Thursday, March 24, 2005

What I aspire to.

I started this little blog for similar reasons to many people. I fancy myself a writer. By jebus, I even have a degree in it! “No!” you might say. Having read this for the last little while, there’s absolutely no way this woman has a degree in anything that would have taught her to string sentences together in an orderly and interesting fashion. But yes. I do indeed have a bachelors in magazine journalism, photojournalism (a little more talent there, I think) emphasis, and English minor. You would think I’m a better writer than this. Hmmm.

Well, regardless of all that, I do believe that I can identify good writing. I feel the same about music; can’t play it, but can hear it. Better about the writing, though. I don’t know enough about music’s guts to really differentiate the great from the legendary. With writing, I can feel lots of different levels. I certainly have my preferences as to style, but even if I don’t like it, generally I can spot some sort of ability. I know this sounds so self-involved and pretentious, but I’m getting to something here. (See what I mean about my own talents. Rambler.)

James Lileks.

That is who I’m talking about. He is not a novelist. He is a columnist and blogger. His is my favorite blog. I don’t visit every day, because it’s really just ramblings on his daily life. Not unlike many of ours. However, about once a week, he says something that just hits me. Usually it’s something that 100 other people have said. But he just has a way of making it different.

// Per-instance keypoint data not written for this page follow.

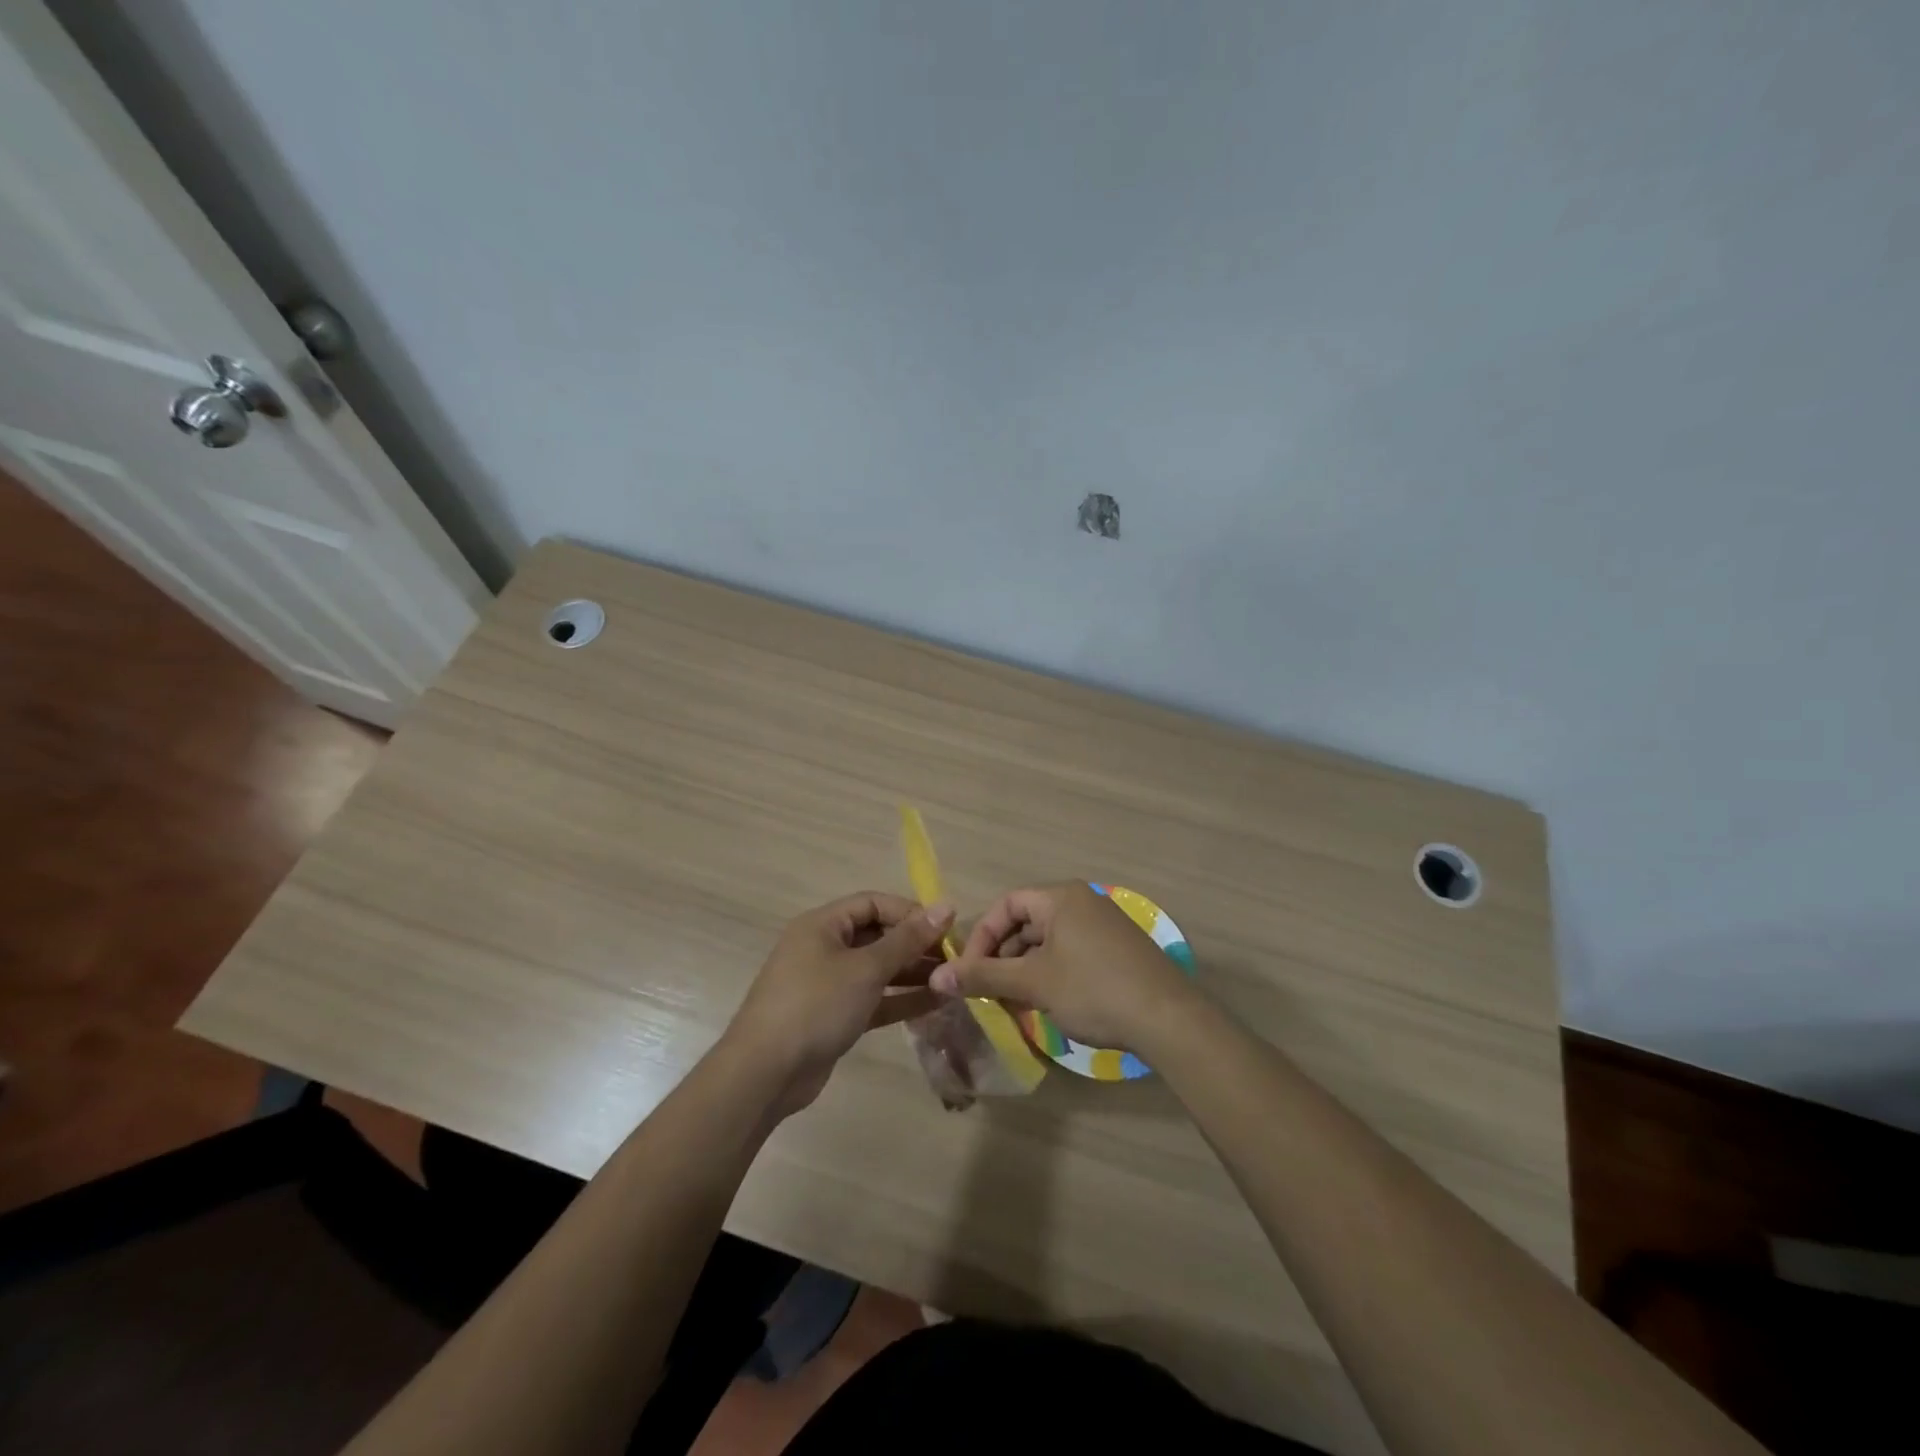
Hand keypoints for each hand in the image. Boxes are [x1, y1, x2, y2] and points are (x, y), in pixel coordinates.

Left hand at [723, 893, 953, 1118]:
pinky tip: (935, 1004)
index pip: (873, 903)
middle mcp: (824, 948)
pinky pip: (873, 999)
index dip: (910, 912)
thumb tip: (946, 905)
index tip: (946, 928)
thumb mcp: (865, 968)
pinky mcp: (834, 1016)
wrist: (765, 1074)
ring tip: (952, 981)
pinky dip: (900, 1000)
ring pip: (878, 970)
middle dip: (915, 945)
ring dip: (913, 974)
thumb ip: (907, 939)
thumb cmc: (815, 1005)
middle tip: (955, 958)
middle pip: (877, 935)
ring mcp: (828, 984)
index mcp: (823, 925)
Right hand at [929, 882, 1196, 1053]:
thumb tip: (937, 976)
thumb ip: (984, 976)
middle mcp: (1082, 901)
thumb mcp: (1034, 983)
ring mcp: (1103, 925)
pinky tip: (1046, 1003)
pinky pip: (1070, 952)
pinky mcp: (1117, 949)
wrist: (1168, 1019)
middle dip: (1002, 956)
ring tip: (1014, 1003)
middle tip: (988, 991)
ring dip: (1024, 968)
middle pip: (1027, 922)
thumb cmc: (1094, 990)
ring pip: (1048, 941)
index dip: (981, 936)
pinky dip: (1050, 973)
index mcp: (1061, 897)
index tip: (968, 971)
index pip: (1007, 904)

Today, was not one of those days. Today he was talking about something I’ve only heard in passing and only heard talked about a couple of times, with very little interest. I cried. Yes, I cried because of James Lileks' description of … Mahler’s Tenth Symphony. No kidding. I put this here, not only because of the writing, but also because the majority of the three or four of you who read my blog are trained musicians. I’m sure you’re more familiar with this symphony than I am, and Lileks’ description may affect you even more. I don’t know. Whatever. On with the goods…
Odd how I keep writing tonight, even though my quotient of things-to-say is
obviously more dribblicious than usual; I blame the Shuffle. A few nights ago I
stopped writing because the Shuffle came up with the first movement of Mahler’s
Tenth, a piece so suffused with regret and farewell it makes the Ninth sound
like the opening number in a vaudeville revue. You realize that the Ninth was
not the big goodbye; that was just Mahler picking up his hat and coat and
walking to the door. The Tenth is hard to take. It’s easy to say “he knew he
was going to die” – well, yes, but the thought does occur to the rest of us from
time to time, and even though he had a bad ticker, it’s possible he intended to,
you know, live to finish it. A suicide note it’s not. If anything, it’s a love
letter to everything about to be lost, and as personal as the sentiments are it
has none of the solipsism you associate with the self-obsessed. (He said,
sibilantly, by the sea-shore.) It’s the sound of someone feeling their life
unravel in the sunshine of an autumn afternoon. Best learned when you’re young,
I think. You can marinate in the pathos, which is like SO TRUE because
everything is GRIM in that noble tragic romantic way the herberts and phonies
never understand. When you’re middle-aged, it’s unnerving: previews of coming
attractions. Hard to listen to in your own dying days, I’d think. Me, I’ll
want the news and Benny Goodman, an assurance I’m leaving the world as messy and ingenious as the day I came in.